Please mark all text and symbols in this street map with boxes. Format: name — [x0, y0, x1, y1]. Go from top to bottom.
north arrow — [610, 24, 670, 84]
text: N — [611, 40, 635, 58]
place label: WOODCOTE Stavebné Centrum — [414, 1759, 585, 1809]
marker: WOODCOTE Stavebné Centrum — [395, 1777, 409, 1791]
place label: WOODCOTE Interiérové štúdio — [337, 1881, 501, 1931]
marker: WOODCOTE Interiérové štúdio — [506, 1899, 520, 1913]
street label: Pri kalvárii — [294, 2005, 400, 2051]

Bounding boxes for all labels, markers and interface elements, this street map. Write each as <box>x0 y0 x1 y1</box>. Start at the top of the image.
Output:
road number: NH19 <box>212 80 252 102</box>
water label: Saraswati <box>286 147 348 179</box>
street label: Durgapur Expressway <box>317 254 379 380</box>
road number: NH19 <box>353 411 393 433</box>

--------------------

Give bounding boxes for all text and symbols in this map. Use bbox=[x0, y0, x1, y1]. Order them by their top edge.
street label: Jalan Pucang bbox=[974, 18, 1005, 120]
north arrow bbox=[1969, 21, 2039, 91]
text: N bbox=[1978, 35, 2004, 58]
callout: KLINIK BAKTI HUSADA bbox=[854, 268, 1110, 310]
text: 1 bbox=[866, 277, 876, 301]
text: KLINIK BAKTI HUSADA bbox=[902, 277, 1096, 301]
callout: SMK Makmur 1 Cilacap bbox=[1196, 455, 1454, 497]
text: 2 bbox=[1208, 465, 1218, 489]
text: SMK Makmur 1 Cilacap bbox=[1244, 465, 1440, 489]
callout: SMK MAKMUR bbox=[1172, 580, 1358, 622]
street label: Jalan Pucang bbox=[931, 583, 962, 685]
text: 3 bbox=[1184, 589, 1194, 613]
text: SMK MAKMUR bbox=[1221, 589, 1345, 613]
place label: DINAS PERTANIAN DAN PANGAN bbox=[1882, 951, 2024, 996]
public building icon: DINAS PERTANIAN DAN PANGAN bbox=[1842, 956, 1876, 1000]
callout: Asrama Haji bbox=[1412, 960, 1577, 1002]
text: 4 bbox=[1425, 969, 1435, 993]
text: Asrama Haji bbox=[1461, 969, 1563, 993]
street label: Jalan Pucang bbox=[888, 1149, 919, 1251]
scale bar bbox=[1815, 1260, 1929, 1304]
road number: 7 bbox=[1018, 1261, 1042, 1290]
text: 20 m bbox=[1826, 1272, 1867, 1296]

--------------------

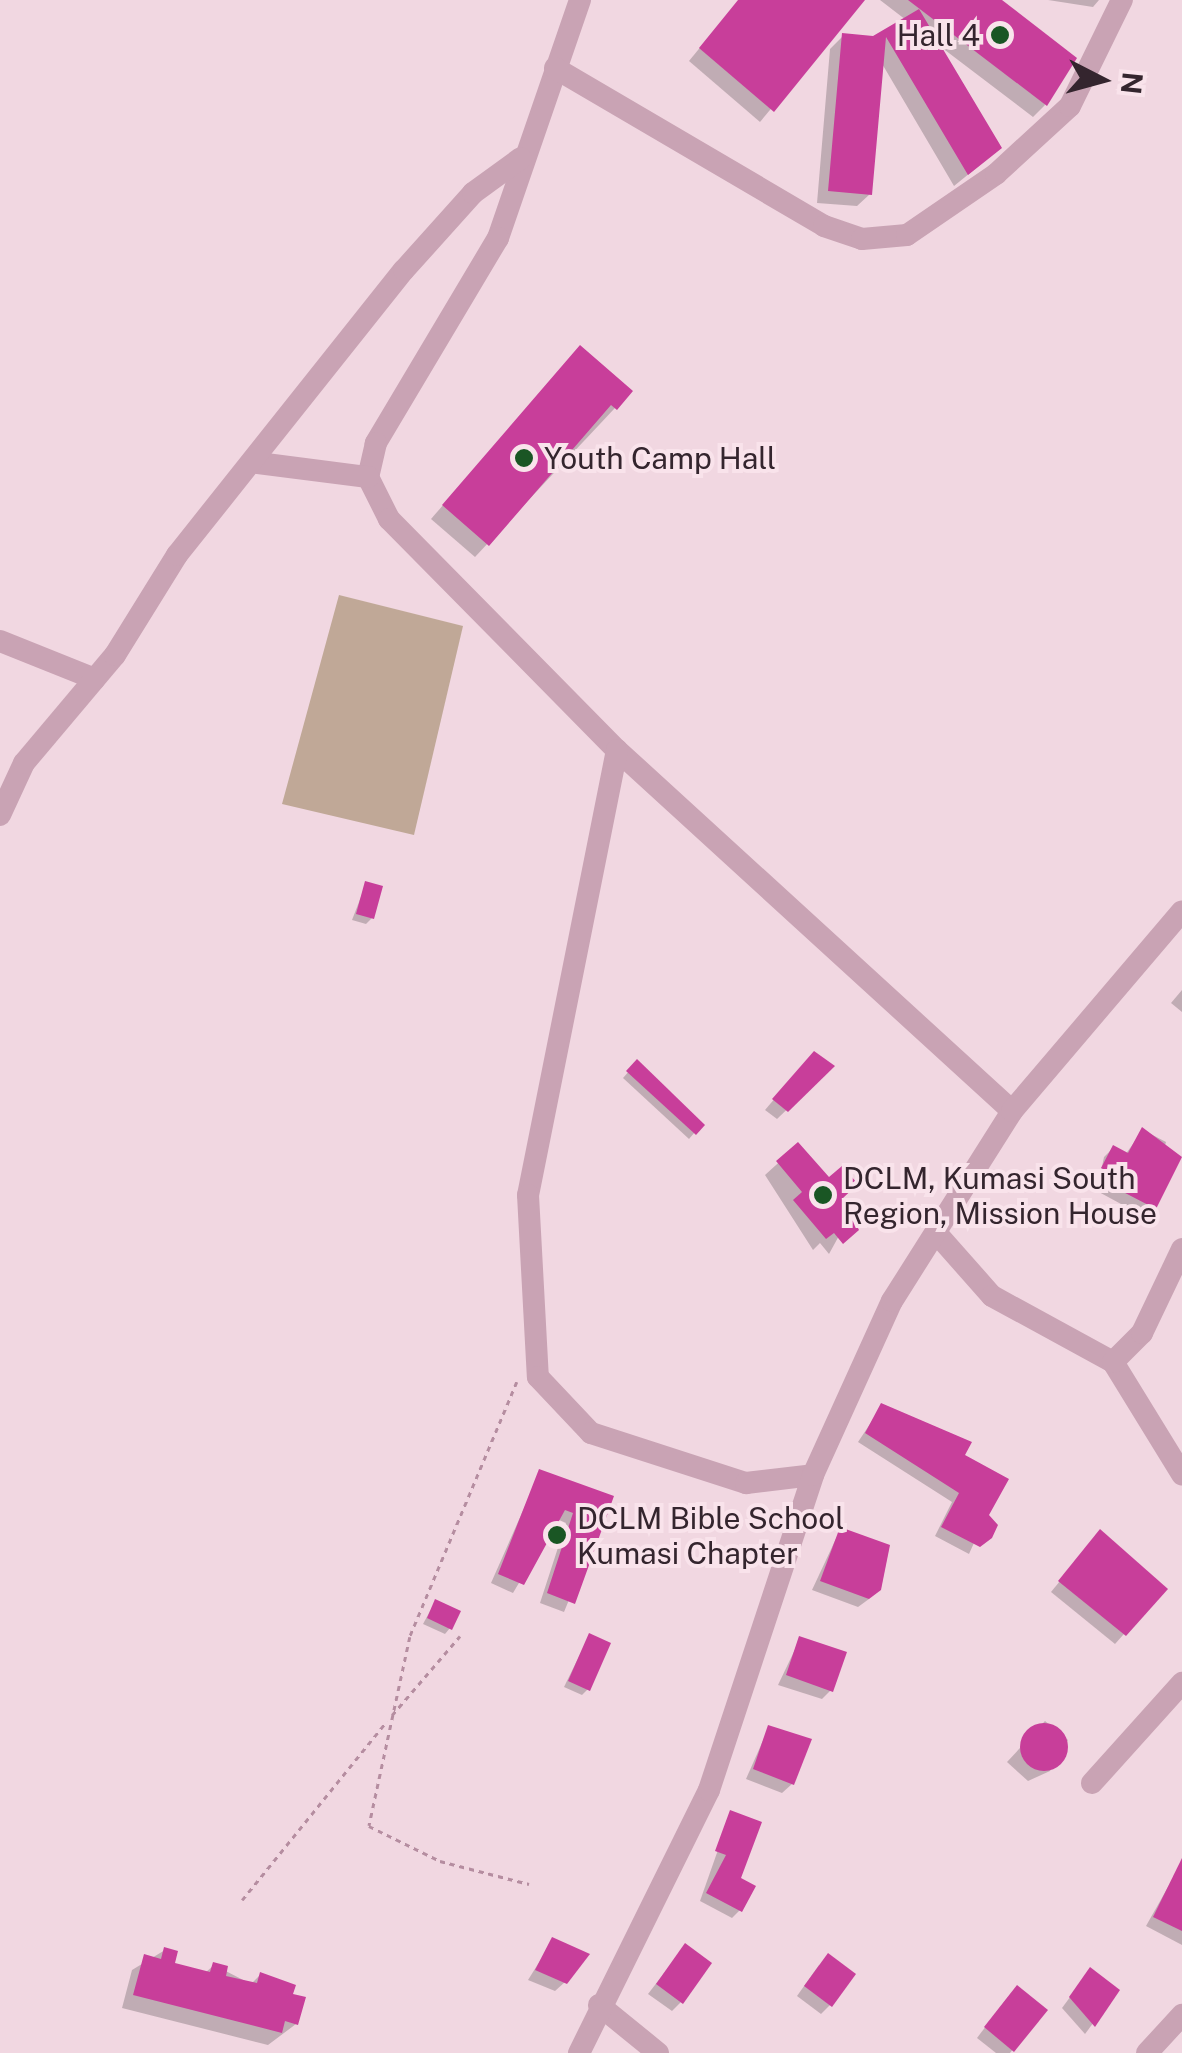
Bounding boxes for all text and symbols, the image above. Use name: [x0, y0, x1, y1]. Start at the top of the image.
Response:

--------------------

- Exercise goal -
Look through the material for "Start". Copy each line that has it.

- Solved exercise -
Bounding boxes for all labels, markers and interface elements, this street map. Write each as <box>x0 y0 x1 y1</box>. Start at the top of the image.
Bounding boxes for all text and symbols, the image above. Use name: [x0, y0, x1, y1]. Start at the top of the image.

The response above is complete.